Anonymity and Reality on the Internet

Dibbell’s “A Rape in Cyberspace,” despite being written over twenty years ago about one of the first virtual gaming websites, still manages to allude to several of the issues we are facing today in human relationships with computers. In LamdaMOO—the virtual community in which the players’ avatars interacted and lived—one of the players “raped” other players, masking his identity in such a way that his actions were thought to be those of other avatars in the community.  This virtual rape, which hugely impacted several people—both the virtual avatars and their subsequent real-life players—brings to light questions of anonymity on the internet as well as the limitations of cyberspace, and the point at which virtual reality becomes reality.

Perhaps more so than ever before, in our technologized era that is always growing, we are facing issues similar to these. In a world of social media and digitalized technology, in which we spend the majority of our days looking into screens of some sort, we are faced with the questions of what is real versus what is simply digital. At what point does human relationship and interaction with computers become too much, so to speak, to the point where we are living almost entirely through their means? At one time it may have seemed that the computer screen itself was this boundary; however, as more and more aspects of our lives become digitalized and online, the lines are becoming blurred between what is reality and what is virtual.

Furthermore, the article raises issues of anonymity in cyberspace. Digitalized technology allows people the means to say and do things that they never would in real life, a fact which many seem to take advantage of. Through the internet, we are able to be anyone we want it to be, whether that’s a 14 year old boy, an 84 year old woman, or simply ourselves. We have the ability to pass our actions off to those of our virtual identities, which do not necessarily have to correspond with our true identities, allowing us to do and say things that our real-life selves never would. Will Wheaton’s recent article “Anonymous Trolls are Destroying Online Games” emphasizes this fact, highlighting the same problems of facelessness that the LamdaMOO community faced, including the necessity of “casting off the cloak of anonymity.”

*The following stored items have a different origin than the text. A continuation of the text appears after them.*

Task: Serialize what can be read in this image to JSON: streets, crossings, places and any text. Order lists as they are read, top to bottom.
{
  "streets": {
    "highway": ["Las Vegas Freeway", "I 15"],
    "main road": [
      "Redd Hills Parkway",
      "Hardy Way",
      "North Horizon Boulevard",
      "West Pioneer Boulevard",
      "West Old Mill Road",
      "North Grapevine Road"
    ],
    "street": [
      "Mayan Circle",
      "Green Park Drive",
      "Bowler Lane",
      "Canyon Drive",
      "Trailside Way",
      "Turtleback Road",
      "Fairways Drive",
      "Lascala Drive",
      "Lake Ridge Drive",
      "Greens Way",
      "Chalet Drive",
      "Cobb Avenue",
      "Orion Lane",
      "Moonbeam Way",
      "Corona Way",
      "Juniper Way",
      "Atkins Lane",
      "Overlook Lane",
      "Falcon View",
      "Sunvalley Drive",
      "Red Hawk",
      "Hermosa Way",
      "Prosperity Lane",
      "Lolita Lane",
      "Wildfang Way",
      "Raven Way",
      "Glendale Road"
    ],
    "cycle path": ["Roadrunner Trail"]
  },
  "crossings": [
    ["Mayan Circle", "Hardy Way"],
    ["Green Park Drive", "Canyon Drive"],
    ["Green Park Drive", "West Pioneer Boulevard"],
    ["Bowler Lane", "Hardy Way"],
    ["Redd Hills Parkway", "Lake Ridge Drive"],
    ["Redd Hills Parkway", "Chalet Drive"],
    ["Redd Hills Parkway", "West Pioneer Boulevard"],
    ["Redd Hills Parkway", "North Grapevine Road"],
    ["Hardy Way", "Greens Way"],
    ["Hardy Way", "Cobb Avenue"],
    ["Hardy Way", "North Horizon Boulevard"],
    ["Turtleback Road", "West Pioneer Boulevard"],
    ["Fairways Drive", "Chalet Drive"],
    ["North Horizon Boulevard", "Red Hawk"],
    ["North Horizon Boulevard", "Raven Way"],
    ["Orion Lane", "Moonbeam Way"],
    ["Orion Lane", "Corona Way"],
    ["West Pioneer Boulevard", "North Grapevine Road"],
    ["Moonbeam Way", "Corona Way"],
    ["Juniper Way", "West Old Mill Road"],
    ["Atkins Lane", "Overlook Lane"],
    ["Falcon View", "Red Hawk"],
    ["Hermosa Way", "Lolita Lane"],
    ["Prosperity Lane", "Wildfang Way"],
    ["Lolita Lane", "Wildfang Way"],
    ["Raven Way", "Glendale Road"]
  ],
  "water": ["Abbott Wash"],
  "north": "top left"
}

Unlike things written on paper, our digitalized words and virtualized selves have the potential to reach countless numbers of people. Computers, though they allow us a flexible and mobile way of interaction, restrict us in the sense that we must be conscious of what we say and how we act more so than we would otherwise. As readers and writers of the digital era, we are forced to keep these facts in mind as we continue with our technologized lives and realities.